● Work required
Would you retype every entry that follows without altering a word?

● Input
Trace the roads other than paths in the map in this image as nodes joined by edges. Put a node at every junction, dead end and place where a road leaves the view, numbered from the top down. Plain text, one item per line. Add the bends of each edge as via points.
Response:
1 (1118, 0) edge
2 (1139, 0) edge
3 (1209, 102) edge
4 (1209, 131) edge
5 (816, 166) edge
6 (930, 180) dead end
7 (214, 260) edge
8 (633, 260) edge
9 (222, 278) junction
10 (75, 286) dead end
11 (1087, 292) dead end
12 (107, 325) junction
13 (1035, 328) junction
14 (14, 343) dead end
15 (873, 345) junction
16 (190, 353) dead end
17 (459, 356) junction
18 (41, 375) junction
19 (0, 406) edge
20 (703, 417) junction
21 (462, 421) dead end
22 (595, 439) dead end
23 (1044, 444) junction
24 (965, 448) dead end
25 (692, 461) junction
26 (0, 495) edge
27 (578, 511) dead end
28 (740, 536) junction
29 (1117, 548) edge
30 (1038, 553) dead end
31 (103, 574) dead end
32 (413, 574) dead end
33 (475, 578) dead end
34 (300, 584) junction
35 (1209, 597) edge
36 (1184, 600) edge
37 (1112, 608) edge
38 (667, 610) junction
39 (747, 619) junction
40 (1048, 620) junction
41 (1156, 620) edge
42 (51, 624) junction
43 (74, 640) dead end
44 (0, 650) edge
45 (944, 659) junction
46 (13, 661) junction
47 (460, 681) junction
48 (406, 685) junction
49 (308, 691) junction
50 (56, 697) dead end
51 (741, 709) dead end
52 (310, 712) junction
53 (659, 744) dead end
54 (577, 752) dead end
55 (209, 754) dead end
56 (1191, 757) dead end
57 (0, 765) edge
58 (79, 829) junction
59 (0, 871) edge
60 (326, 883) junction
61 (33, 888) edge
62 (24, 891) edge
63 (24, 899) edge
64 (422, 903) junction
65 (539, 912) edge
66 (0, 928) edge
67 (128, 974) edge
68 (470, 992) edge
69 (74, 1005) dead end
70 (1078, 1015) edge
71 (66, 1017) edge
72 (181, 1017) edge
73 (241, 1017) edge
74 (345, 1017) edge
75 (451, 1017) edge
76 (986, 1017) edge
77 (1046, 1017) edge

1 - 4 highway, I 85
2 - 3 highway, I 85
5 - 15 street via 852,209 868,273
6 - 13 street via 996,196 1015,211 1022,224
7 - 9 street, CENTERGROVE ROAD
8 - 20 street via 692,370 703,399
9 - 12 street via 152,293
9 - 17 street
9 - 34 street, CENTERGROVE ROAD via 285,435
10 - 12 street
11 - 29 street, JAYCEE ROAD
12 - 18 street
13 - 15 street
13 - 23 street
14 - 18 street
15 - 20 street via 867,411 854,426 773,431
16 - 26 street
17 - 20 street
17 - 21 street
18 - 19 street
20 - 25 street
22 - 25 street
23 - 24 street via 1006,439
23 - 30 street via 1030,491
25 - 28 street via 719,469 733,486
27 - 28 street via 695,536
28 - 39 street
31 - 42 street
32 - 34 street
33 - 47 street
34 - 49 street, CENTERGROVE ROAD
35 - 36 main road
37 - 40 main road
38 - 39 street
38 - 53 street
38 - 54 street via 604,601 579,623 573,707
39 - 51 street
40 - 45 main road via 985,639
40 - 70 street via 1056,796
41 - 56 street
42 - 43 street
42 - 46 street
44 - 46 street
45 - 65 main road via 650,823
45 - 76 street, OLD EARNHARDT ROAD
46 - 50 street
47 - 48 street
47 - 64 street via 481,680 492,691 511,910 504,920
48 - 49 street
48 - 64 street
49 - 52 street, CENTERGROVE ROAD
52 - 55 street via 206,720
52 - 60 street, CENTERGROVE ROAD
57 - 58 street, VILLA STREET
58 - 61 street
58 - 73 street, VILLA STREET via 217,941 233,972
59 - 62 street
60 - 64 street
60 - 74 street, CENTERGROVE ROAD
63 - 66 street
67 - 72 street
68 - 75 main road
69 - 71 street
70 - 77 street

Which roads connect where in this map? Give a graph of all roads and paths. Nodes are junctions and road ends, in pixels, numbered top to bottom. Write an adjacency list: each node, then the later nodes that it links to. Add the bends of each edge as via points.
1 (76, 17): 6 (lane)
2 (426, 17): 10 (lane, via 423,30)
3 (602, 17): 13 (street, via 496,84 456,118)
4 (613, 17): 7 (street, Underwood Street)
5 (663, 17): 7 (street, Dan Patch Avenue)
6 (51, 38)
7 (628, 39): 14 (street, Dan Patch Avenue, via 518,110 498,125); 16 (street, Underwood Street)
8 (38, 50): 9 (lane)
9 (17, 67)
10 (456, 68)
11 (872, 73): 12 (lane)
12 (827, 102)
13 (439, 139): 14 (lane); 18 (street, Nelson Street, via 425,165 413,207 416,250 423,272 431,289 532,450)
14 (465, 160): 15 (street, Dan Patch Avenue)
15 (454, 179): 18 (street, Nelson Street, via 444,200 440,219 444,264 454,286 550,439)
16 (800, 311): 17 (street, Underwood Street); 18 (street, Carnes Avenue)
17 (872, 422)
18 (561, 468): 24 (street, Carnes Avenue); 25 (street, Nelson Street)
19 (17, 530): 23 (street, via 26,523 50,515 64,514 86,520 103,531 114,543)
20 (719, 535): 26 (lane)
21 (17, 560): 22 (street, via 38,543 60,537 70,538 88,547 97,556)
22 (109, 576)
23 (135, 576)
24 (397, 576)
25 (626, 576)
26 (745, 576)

● Answer to the exercise
Trace the roads other than paths in the map in this image as nodes joined by edges. Put a node at every junction, dead end and place where a road leaves the view, numbered from the top down. Plain text, one item per line. Add the bends of each edge as via points.
Response:
1 (1118, 0) edge
2 (1139, 0) edge
3 (1209, 102) edge
4 (1209, 131) edge
5 (816, 166) edge
6 (930, 180) dead end
7 (214, 260) edge
8 (633, 260) edge
9 (222, 278) junction
10 (75, 286) dead end
11 (1087, 292) dead end
12 (107, 325) junction
13 (1035, 328) junction
14 (14, 343) dead end
15 (873, 345) junction
16 (190, 353) dead end
17 (459, 356) junction
18 (41, 375) junction
19 (0, 406) edge
20 (703, 417) junction
21 (462, 421) dead end
22 (595, 439) dead end
23 (1044, 444) junction
24 (965, 448) dead end
25 (692, 461) junction
26 (0, 495) edge
27 (578, 511) dead end
28 (740, 536) junction
29 (1117, 548) edge
30 (1038, 553) dead end
31 (103, 574) dead end
32 (413, 574) dead end
33 (475, 578) dead end
34 (300, 584) junction
35 (1209, 597) edge
36 (1184, 600) edge
37 (1112, 608) edge
38 (667, 610) junction
39 (747, 619) junction
40 (1048, 620) junction
41 (1156, 620) edge
42 (51, 624) junction
43 (74, 640) dead end
44 (0, 650) edge
45 (944, 659) junction
46 (13, 661) junction
47 (460, 681) junction
48 (406, 685) junction
49 (308, 691) junction
50 (56, 697) dead end
51 (741, 709) dead end
52 (310, 712) junction
53 (659, 744) dead end
54 (577, 752) dead end
55 (209, 754) dead end
56 (1191, 757) dead end
57 (0, 765) edge
58 (79, 829) junction
59 (0, 871) edge
60 (326, 883) junction
61 (33, 888) edge
62 (24, 891) edge
63 (24, 899) edge
64 (422, 903) junction
65 (539, 912) edge
66 (0, 928) edge
67 (128, 974) edge
68 (470, 992) edge
69 (74, 1005) dead end
70 (1078, 1015) edge
71 (66, 1017) edge
72 (181, 1017) edge
73 (241, 1017) edge
74 (345, 1017) edge
75 (451, 1017) edge
76 (986, 1017) edge
77 (1046, 1017) edge

1 - 4 highway, I 85
2 - 3 highway, I 85
5 - 15 street via 852,209 868,273
6 - 13 street via 996,196 1015,211 1022,224
7 - 9 street, CENTERGROVE ROAD
8 - 20 street via 692,370 703,399
9 - 12 street via 152,293
9 - 17 street
9 - 34 street, CENTERGROVE ROAD via 285,435
10 - 12 street
11 - 29 street, JAYCEE ROAD
12 - 18 street
13 - 15 street
13 - 23 street
14 - 18 street
15 - 20 street via 867,411 854,426 773,431
16 - 26 street
17 - 20 street
17 - 21 street
18 - 19 street
20 - 25 street
22 - 25 street
23 - 24 street via 1006,439
23 - 30 street via 1030,491
25 - 28 street via 719,469 733,486
27 - 28 street via 695,536
28 - 39 street
31 - 42 street
32 - 34 street
33 - 47 street
34 - 49 street, CENTERGROVE ROAD
35 - 36 main road
37 - 40 main road
38 - 39 street
38 - 53 street
38 - 54 street via 604,601 579,623 573,707
39 - 51 street
40 - 45 main road via 985,639
40 - 70 street via 1056,796
41 - 56 street
42 - 43 street
42 - 46 street
44 - 46 street
45 - 65 main road via 650,823
45 - 76 street, OLD EARNHARDT ROAD
46 - 50 street
47 - 48 street
47 - 64 street via 481,680 492,691 511,910 504,920
48 - 49 street
48 - 64 street
49 - 52 street, CENTERGROVE ROAD
52 - 55 street via 206,720
52 - 60 street, CENTERGROVE ROAD
57 - 58 street, VILLA STREET
58 - 61 street
58 - 73 street, VILLA STREET via 217,941 233,972
59 - 62 street
60 - 64 street
60 - 74 street, CENTERGROVE ROAD
63 - 66 street
67 - 72 street
68 - 75 main road
69 - 71 street
70 - 77 street

Which roads connect where in this map? Give a graph of all roads and paths. Nodes are junctions and road ends, in pixels, numbered top to bottom. Write an adjacency list: each node, then the later nodes that it links to. Add the bends of each edge as via points.
1 (76, 17): 6 (lane)
2 (426, 17): 10 (lane, via 423,30)
3 (602, 17): 13 (street, via 496,84 456,118)
4 (613, 17): 7 (street, Underwood Street)
5 (663, 17): 7 (street, Dan Patch Avenue)
6 (51, 38)
7 (628, 39): 14 (street, Dan Patch Avenue, via 518,110 498,125); 16 (street, Underwood Street)
8 (38, 50): 9 (lane)
9 (17, 67)
10 (456, 68)
11 (872, 73): 12 (lane)
12 (827, 102)
13 (439, 139): 14 (lane); 18 (street, Nelson Street, via 425,165 413,207 416,250 423,272 431,289 532,450)
14 (465, 160): 15 (street, Dan Patch Avenue)
15 (454, 179): 18 (street, Nelson Street, via 444,200 440,219 444,264 454,286 550,439)
16 (800, 311): 17 (street, Underwood Street); 18 (street, Carnes Avenue)
17 (872, 422)
18 (561, 468): 24 (street, Carnes Avenue); 25 (street, Nelson Street)
19 (17, 530): 23 (street, via 26,523 50,515 64,514 86,520 103,531 114,543)
20 (719, 535): 26 (lane)
21 (17, 560): 22 (street, via 38,543 60,537 70,538 88,547 97,556)
22 (109, 576)
23 (135, 576)
24 (397, 576)
25 (626, 576)
26 (745, 576)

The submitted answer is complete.